As luck would have it, Big Stein's deteriorating health would coincide with yet another change in the Bronx. As quoted and later reiterated in the Superman series, "The son becomes the father, and the father becomes the son." Welcome a new dictator at the helm, Mr. Hank Steinbrenner. My father's disgust for the organization may now last well into the next decade.
Under Hank's watch, this is what has become of the New York Yankees in the off-season:
- As taken from the lips of Hank: "I hope Andy Pettitte doesn't make us regret not trading for Johan Santana." As if Mr. Pettitte wouldn't have the mounting pressure of a Congressional investigation to worry about, the success of the Yankees' 2008 campaign rests squarely on his need to lead the pitching staff.
- Along the same lines, Hank has openly second-guessed Brian Cashman's trust in the youth of the organization, most notably Phil Hughes, Ian Kennedy, and Joba Chamberlain, a tandem Cashman would not include in any prospective trade involving Santana. This same group could, if given a chance, do something extremely special.
- Ownership gave Torre a low-ball deal, bypassed Mattingly as his predecessor, and hired malcontent Joe Girardi as manager, who was cocky enough to don the number 27 to suggest that he will add at least another championship to the organization during his tenure.
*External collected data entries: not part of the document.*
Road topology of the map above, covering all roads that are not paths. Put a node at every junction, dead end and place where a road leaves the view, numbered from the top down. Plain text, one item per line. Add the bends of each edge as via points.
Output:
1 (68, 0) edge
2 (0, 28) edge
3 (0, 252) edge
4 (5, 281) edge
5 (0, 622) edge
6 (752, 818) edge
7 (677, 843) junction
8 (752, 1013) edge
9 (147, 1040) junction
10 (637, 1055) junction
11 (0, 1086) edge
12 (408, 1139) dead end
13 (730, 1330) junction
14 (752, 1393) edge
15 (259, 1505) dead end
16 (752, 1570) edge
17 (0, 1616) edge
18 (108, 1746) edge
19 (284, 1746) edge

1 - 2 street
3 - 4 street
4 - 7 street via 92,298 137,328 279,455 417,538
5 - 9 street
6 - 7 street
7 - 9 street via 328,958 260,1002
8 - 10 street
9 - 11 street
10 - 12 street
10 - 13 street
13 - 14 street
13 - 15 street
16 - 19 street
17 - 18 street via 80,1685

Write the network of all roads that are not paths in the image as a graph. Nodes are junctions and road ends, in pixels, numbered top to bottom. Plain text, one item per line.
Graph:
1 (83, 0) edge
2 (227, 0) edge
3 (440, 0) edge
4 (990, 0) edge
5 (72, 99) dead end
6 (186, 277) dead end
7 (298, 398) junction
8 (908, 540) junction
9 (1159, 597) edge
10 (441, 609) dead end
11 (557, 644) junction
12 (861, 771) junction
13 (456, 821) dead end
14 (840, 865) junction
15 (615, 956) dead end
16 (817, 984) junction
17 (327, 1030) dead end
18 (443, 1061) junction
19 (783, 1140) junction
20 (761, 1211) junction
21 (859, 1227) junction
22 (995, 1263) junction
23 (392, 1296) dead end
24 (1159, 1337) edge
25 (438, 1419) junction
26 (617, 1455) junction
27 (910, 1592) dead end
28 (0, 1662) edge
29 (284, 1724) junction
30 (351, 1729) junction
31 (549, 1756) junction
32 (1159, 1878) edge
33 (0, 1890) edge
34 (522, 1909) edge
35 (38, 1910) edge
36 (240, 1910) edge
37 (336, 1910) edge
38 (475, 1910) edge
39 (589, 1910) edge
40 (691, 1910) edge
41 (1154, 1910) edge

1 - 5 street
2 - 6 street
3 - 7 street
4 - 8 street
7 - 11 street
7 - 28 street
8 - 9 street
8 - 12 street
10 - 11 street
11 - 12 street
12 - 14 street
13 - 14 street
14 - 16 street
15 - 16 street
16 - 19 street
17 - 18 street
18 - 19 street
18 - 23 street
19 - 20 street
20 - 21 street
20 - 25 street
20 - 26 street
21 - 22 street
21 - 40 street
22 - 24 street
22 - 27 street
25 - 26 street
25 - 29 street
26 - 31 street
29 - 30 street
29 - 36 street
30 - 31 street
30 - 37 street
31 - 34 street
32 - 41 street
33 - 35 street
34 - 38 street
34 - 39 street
- The organization allowed Billy Crystal to take the field in pinstripes. The comedian Billy Crystal. Who is 60 years old.
- The Yankees' relationship with Scott Boras transcended the game of baseball. Alex Rodriguez opted out of his contract during a World Series the Yankees were yet again not contending in (as per his agent), much to Hank's chagrin. "We will no longer deal with the likes of A-Rod," chirped the young Stein, who later reconsidered, signing the three-time MVP to a ludicrous deal.
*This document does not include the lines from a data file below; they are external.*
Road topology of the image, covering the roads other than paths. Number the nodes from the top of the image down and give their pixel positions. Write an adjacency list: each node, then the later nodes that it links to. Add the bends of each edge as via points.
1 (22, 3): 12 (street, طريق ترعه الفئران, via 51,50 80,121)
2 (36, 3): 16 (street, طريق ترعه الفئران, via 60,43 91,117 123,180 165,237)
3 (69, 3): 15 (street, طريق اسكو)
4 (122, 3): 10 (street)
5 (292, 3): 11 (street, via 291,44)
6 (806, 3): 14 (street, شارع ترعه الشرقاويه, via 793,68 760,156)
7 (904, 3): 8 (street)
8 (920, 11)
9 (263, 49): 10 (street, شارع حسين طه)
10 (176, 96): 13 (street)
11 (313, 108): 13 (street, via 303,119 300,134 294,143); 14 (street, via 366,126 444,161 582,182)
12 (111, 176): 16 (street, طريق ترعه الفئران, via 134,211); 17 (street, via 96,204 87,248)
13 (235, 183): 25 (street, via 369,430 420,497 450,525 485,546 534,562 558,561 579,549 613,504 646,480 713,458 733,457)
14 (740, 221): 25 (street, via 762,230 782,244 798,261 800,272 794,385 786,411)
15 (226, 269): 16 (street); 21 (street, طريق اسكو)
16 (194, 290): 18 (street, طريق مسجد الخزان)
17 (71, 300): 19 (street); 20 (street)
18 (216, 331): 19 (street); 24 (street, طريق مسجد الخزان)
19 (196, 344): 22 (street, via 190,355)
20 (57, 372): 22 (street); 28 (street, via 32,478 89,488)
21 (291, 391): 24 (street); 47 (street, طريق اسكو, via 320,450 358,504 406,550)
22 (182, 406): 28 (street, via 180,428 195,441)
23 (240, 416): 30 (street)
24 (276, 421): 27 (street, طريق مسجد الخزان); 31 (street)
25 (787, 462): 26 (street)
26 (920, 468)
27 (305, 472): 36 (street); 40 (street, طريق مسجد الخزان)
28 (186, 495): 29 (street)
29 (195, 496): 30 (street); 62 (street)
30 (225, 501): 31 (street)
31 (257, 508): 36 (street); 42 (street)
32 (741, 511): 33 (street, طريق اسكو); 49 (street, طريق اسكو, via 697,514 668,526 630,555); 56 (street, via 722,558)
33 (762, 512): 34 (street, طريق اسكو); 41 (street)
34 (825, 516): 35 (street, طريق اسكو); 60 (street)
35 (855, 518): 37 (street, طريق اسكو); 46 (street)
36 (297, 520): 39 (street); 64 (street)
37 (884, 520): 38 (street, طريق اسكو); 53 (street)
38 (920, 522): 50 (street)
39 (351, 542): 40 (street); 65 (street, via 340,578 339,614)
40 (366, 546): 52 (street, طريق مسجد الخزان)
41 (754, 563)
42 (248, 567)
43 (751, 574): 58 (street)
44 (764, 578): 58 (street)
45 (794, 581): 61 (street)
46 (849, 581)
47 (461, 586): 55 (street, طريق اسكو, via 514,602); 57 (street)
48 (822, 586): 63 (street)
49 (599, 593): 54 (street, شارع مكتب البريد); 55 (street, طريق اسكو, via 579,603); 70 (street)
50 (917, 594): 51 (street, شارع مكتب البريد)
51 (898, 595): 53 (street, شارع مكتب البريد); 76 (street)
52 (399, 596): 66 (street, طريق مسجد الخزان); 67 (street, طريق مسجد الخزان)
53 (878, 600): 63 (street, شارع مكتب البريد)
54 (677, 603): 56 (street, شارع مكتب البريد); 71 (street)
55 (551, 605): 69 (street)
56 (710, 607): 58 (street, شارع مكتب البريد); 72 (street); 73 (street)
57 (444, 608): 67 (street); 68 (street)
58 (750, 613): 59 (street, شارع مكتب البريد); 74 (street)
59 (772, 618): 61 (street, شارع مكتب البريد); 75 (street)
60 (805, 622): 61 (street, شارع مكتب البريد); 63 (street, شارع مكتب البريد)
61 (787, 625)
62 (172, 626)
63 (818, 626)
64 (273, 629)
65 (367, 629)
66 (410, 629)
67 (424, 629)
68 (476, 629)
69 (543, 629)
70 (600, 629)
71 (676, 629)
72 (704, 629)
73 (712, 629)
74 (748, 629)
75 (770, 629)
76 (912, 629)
- The Yankees' propensity to spend recklessly (Andy Pettitte was tendered an ace's salary this year, where he will earn $16 million) has driven ticket prices to infinity and beyond! A bleacher seat at one time cost the common fan $5. During high school, it cost me $8 to be amongst the Bleacher Creatures. By 2009, this same seat will cost $24 in the new stadium. Ticket holders can rightfully thank the tycoons known as the Steinbrenners for this shift in price and shift in baseball economics. A game once affordable to attend is no longer family-friendly.
- The new-look Yankees are now prone to picking fights with the (Devil) Rays in retaliation for playing baseball the right way: hard-nosed.
- Not that this is Hank's fault, but Suzyn Waldman and John Sterling are still given the rights to broadcast from the booth. On the radio, the Yankees are UNLISTENABLE.
- The Yankees broke the bank for players past their prime. Albeit heroes, Posada and Rivera were given pricey, multi-year contracts to be retained, with no interest conveyed to them in the free agent market. Furthermore, no viable replacements are waiting in the wings for either of them (oh wait, the catching and closing positions don't have to be filled in-house--that's something the organization can handle in free agency with longer, even more ridiculous contracts). Which brings me to my next point....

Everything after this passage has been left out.